In the bright glow of streetligh­ts, a female security guard comes out of the building rolling a yellow mop bucket. After she approaches the man, who appears to be in his 20s or 30s, he gets up, wanders a few feet over, props himself on a low pole.

She’s talking to him from a distance — the video has no audio but later she’ll say she’s telling him to move along — when he turns and hurls the contents of his water bottle at her. Then he punches her in the face. That’s right. He balls up his fist and aims it at a 46-year-old woman who has done him no harm, who has come to clean up his vomit.

The guard stumbles backward, bumps into the rolling yellow bucket, puts her hands on her cheeks, then staggers toward the door.

It’s appalling to watch, but the act of violence isn’t the only thing that makes the video disturbing.

There are three other people in the scene, apparently the man’s friends, a guy in a stylishly untucked shirt and two women in short skirts and high heels. They’re attractive young people dressed for a good time.

When the punch lands on the guard’s face, the women are looking in that direction. Their male companion turns his head and seems to glimpse the assault from the corner of his eye. And then they all stroll off. None of them goes over to the guard. Before they disappear from the gaze of the condo building video cameras, one of the women shoots the attacker a WTF look, but none of them says to the guard, “Are you OK? Can I help you? I’m so sorry.” Without even a backward glance, they just drift into the night.

And that’s disturbing.

What would you have done in their situation? Watching, I had to wonder that about myself.

A Chicago street at 2 a.m., especially one that’s home to a bar, as this one was, is not conducive to well-reasoned judgments. None of us can be sure — I mean really, truly sure — what we’d do if one of our friends assaulted an innocent person in similar circumstan­ces.

But it’s hard to imagine any defensible version of what happened to Zoa Stigler that night or any proud defense for just walking away.

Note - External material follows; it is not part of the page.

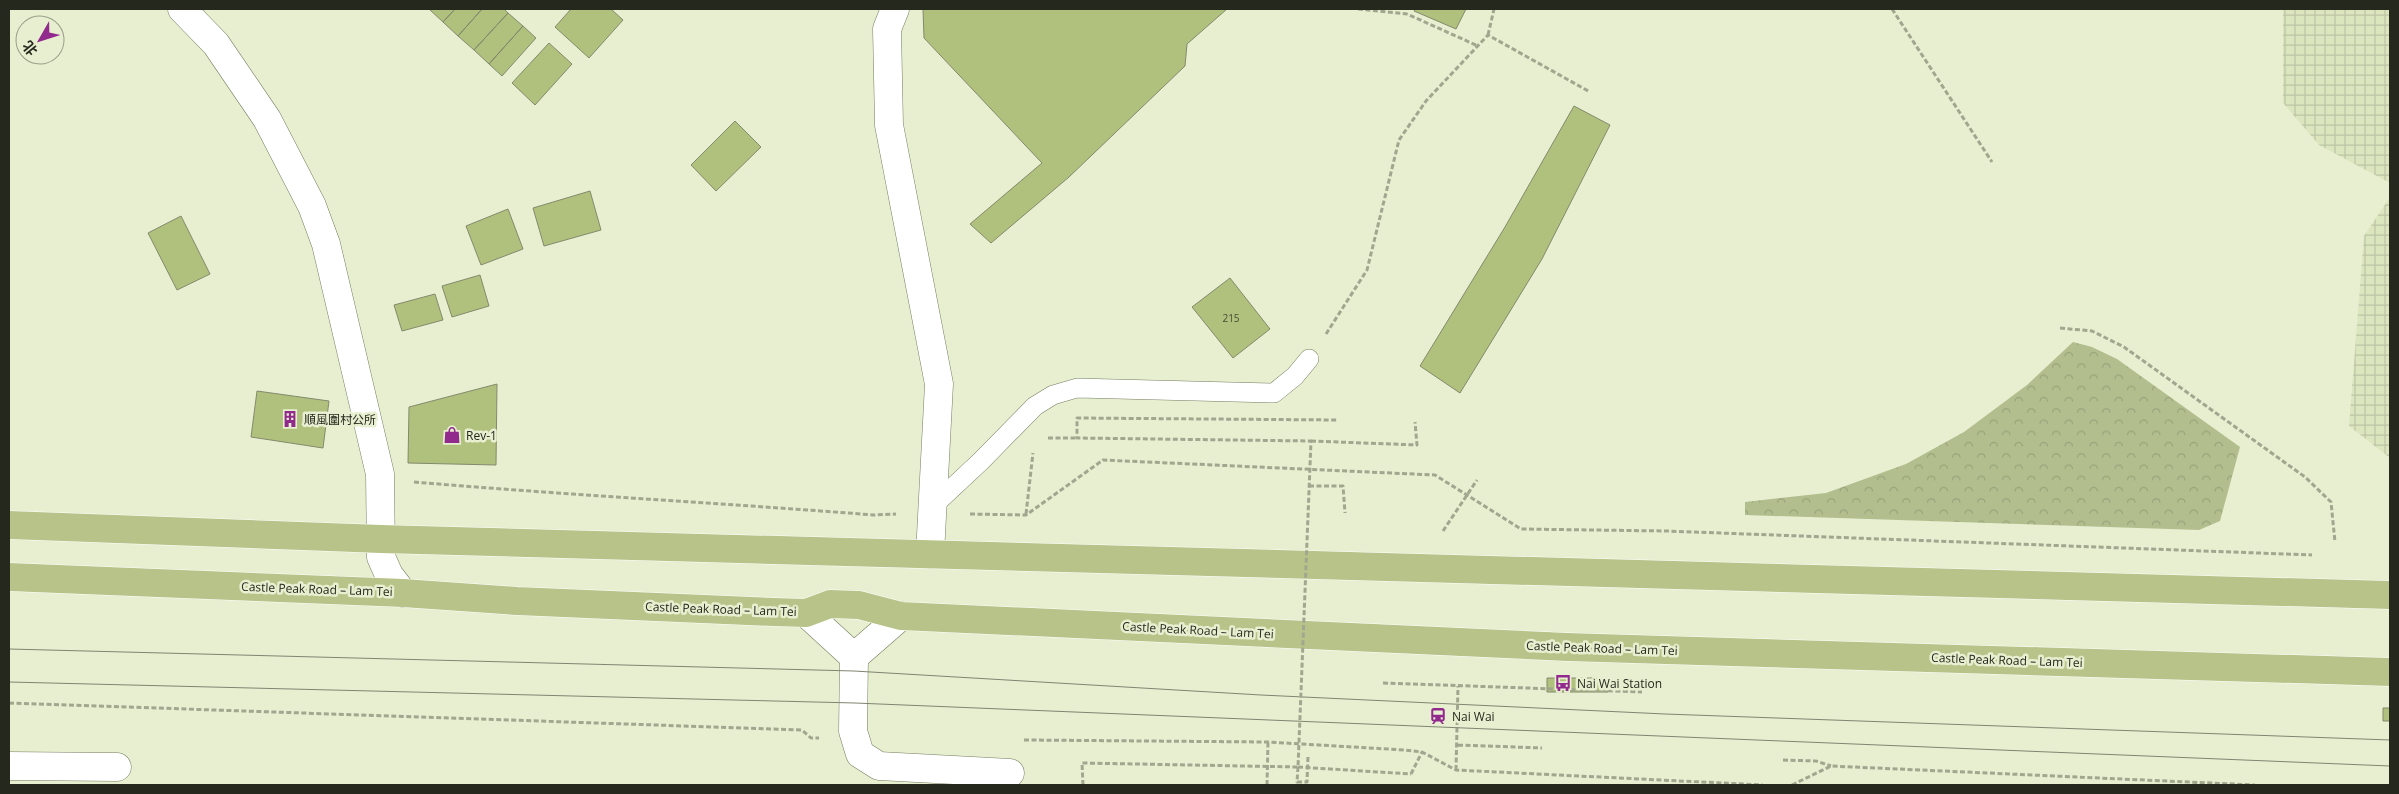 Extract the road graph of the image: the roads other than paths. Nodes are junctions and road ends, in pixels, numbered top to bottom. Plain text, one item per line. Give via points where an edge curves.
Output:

Stigler, who had been working at the building for a couple of months, wasn’t a physical threat to the man who punched her, or to his friends. She wasn’t another drunk on the street.

She was a woman doing her job, in the middle of the night when other people were out on the town.

Turning back to help her wouldn’t have been the equivalent of trying to break up a brawl.

“It almost makes me want to cry,” she said later in an interview with WGN-TV, talking about her experience of watching the video, “because I didn’t remember everything and to see him hitting me that hard …”

I’d guess that a lot of people who watched the video wanted to cry and wondered, as she did in the interview, why someone would punch her.

Because he was drunk? Because he has an anger problem? Because he holds women or black people in contempt?

Videos don’t allow us into other people’s hearts, so no one but the attacker can know the answer.

But it’s this other question that’s just as vexing: Why would you walk away if you’d just seen someone hurt that way?

Because you’re embarrasse­d? Disoriente­d? Because most of us, even as adults, carry a childlike fear of punishment and blame? Because you’d rather protect your guilty friend than help an innocent stranger?

Maybe eventually they’ll talk openly about it.

On Tuesday, a man was arrested in the attack after turning himself in.

“He knew what he did was wrong,” Dawn Valenti told reporters after accompanyi­ng him to the police station. She’s an advocate for victims of violence who has a friend who knows the man’s family. “Of course he’s scared. I can’t tell you how sorry he is. He’s sorry because of what he did to her. There are consequenc­es he knows he has to face.”

In the meantime, Stigler has displayed impressive grace since the video was made public.

“I’m OK,” she said in a TV interview. “Things happen. I’m still alive.”

Maybe the rest of us can be reminded by this thing not to walk away from someone who needs help.